A cilock-to-SCITT bridge — call it cilock-scitt-publish — would do the following per CI/lock product attestation:

  1. Read the CI/lock product attestation and its inclusion-proof attestations.
  2. Submit the underlying signed statement(s) to a SCITT-conformant transparency service.
  3. Receive a SCITT receipt back.
  4. Optionally, emit a new attestation (or extend a bundle) carrying the receipt.

The submission step would re-encode the proof bytes from JSON into CBOR COSE-Merkle. The hash inputs do not change. A consumer who only trusts SCITT receipts would consume the receipt; a consumer who trusts the producer's signature directly would consume the original CI/lock attestation.
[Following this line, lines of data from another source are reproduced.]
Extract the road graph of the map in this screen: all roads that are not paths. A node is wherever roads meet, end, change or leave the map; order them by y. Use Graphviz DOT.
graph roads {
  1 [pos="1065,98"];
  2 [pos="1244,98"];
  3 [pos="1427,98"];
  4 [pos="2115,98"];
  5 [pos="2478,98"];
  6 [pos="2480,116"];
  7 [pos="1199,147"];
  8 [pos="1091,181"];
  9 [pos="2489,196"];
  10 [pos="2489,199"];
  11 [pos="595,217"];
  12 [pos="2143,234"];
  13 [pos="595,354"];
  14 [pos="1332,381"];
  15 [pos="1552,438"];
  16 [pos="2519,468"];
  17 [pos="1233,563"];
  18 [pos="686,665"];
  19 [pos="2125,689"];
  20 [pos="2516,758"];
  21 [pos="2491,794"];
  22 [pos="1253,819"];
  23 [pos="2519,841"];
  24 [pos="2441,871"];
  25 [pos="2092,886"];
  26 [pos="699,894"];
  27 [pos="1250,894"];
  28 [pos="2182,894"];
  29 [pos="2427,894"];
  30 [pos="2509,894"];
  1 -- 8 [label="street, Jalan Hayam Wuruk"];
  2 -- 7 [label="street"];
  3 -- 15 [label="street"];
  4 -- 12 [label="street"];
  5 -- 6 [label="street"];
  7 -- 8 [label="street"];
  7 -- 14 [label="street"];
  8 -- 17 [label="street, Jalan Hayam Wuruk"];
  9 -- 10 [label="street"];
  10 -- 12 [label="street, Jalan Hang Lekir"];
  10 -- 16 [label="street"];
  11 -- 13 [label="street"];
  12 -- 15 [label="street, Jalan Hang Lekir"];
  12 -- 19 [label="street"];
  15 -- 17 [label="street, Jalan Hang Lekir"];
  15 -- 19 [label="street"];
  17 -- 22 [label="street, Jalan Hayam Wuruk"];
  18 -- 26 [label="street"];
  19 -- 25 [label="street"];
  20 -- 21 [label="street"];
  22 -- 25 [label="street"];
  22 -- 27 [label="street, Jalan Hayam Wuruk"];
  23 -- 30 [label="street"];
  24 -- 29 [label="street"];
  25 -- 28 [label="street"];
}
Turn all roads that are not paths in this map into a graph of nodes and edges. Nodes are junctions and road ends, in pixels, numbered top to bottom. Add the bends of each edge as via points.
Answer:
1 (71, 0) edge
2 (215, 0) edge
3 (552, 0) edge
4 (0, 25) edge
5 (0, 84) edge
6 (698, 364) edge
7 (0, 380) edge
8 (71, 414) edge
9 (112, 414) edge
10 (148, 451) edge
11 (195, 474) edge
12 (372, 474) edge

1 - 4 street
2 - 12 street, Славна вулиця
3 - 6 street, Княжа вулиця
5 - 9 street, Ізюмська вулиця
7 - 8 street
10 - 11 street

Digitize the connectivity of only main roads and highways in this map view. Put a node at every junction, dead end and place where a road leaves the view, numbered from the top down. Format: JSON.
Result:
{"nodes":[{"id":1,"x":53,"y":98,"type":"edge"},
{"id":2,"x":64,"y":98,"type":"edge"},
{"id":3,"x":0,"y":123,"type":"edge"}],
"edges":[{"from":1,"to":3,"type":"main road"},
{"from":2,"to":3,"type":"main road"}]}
Neither code path exists today. CI/lock v0.3 establishes the primitives; the bridge is future work.

Why the spec choice matters

The honest reason CI/lock builds against RFC 6962/9162 — rather than inventing a fresh proof format — is that it is the format SCITT, Sigstore Rekor, Google Certificate Transparency, and the broader transparency ecosystem already use. If CI/lock had picked something idiosyncratic, every future integration would require a re-hash and re-sign. The current choice means future integrations are wire-format translations.

The vendor implementation is github.com/transparency-dev/[email protected], the same library Sigstore Rekor depends on. CI/lock does not introduce a novel cryptographic dependency; it reuses the one the rest of the supply-chain ecosystem already trusts.